Buy Britannia Industries Ltd For Target Rs.4,749 - Religare Broking
Strong Q2FY23, revised rating to Buy
Strong revenue growth: Britannia Industries (BRIT) posted strong Q2FY23 numbers, better than our expectations on both revenue and margin front. Revenue came in at Rs 4,380cr, up by 21.4% YoY and 18.3% QoQ while volume grew in mid-single digit (~4-5%). The growth was largely driven by better demand for its products as well as increasing distribution reach in rural areas, new launches in biscuits and adjacent categories and its focus on go-to-market strategy.
Margins seen improvement: Despite higher prices of the company’s key raw materials such as wheat, sugar and fuel, the company posted strong growth on the profit front. Its Gross profit/EBITDA/PAT grew by 26%/27.5%/28.5% YoY and margins increased by 142bps/77bps/62bps YoY. Comparing QoQ, Its Gross/EBITDA/PAT grew by 24.9%/42.1%/46.1% and margins improved by 205bps/272bps/213bps. In addition, margin improvement was seen because of the healthy topline, company’s focus on cost optimization measures and price hikes taken during the quarter.
Concall highlights: 1) Demand remains strong in adjacent categories such as croissants, cake, wafers, etc. and focus to grow these categories will continue. 2) BRIT took debt for capacity expansion in Tamil Nadu, UP and Maharashtra. 3) New dairy factory commercialized in October 2022. 4) Going ahead, the company has plans to invest more towards marketing and advertisements. 5) Growth in rural areas was strong as compared to urban areas. 5) ~65% of procurement of raw material is wheat, sugar and palm oil. 6) Wheat prices internationally saw a declining trend however in India prices were firm due to lower crop. 7) Procurement of wheat is usually done in the April-June period.

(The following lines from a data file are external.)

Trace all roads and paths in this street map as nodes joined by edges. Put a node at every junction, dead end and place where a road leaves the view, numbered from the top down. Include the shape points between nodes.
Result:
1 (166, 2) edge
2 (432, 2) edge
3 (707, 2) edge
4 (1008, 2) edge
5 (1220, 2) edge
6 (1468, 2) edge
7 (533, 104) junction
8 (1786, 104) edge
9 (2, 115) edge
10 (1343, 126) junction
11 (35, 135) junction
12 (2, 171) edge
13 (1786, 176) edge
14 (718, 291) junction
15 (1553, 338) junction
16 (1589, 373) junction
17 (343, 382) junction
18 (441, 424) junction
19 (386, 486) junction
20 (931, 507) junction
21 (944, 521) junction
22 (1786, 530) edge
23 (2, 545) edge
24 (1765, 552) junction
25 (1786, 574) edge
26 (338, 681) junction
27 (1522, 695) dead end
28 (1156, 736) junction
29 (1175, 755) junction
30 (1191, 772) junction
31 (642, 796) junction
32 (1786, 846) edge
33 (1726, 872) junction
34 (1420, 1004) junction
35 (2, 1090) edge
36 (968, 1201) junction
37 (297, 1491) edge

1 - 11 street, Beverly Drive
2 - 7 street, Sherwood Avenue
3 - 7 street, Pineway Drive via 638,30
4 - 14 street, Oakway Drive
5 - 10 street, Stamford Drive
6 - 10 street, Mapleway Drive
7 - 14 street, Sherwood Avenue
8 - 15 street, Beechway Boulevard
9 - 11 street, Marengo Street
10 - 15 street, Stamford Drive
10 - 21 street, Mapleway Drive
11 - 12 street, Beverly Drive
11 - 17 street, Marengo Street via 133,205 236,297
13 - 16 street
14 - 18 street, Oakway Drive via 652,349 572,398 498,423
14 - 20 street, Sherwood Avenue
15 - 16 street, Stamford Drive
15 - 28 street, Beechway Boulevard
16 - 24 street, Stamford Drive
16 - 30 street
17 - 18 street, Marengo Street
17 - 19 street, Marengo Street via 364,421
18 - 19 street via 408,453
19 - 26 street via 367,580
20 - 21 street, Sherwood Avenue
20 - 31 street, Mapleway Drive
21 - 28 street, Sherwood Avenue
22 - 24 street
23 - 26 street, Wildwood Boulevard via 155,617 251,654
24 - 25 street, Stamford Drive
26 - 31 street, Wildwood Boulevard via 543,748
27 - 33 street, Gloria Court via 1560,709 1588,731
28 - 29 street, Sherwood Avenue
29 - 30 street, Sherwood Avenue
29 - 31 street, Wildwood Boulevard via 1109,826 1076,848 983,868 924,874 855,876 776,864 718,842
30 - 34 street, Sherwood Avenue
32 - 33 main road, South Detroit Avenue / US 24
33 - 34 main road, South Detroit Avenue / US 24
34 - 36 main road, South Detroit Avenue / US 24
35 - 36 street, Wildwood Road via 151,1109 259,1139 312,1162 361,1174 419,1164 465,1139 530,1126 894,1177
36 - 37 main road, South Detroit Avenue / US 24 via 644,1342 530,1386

Valuation: Britannia is one of the strong players in the FMCG sector but post Covid along with other players it was too facing growth challenges and margin pressures due to slowdown in demand and increase in input cost. However in Q2FY23, the company witnessed strong recovery on both revenue and profit front. Going ahead, BRIT is expected to post steady growth on the back of improvement in demand, its innovation across traditional and adjacent categories and continuous focus on increasing distribution reach. Additionally, margins have seen improvement but to further improve it, the company's focus will be on innovating premium and high margin products as well as cost optimization measures. We remain positive on the long term growth plans of the company and financially we estimate its revenue/PAT growth of 12.3%/16.2% CAGR between FY22-25E and revise our rating to Buy with a target price of 4,749.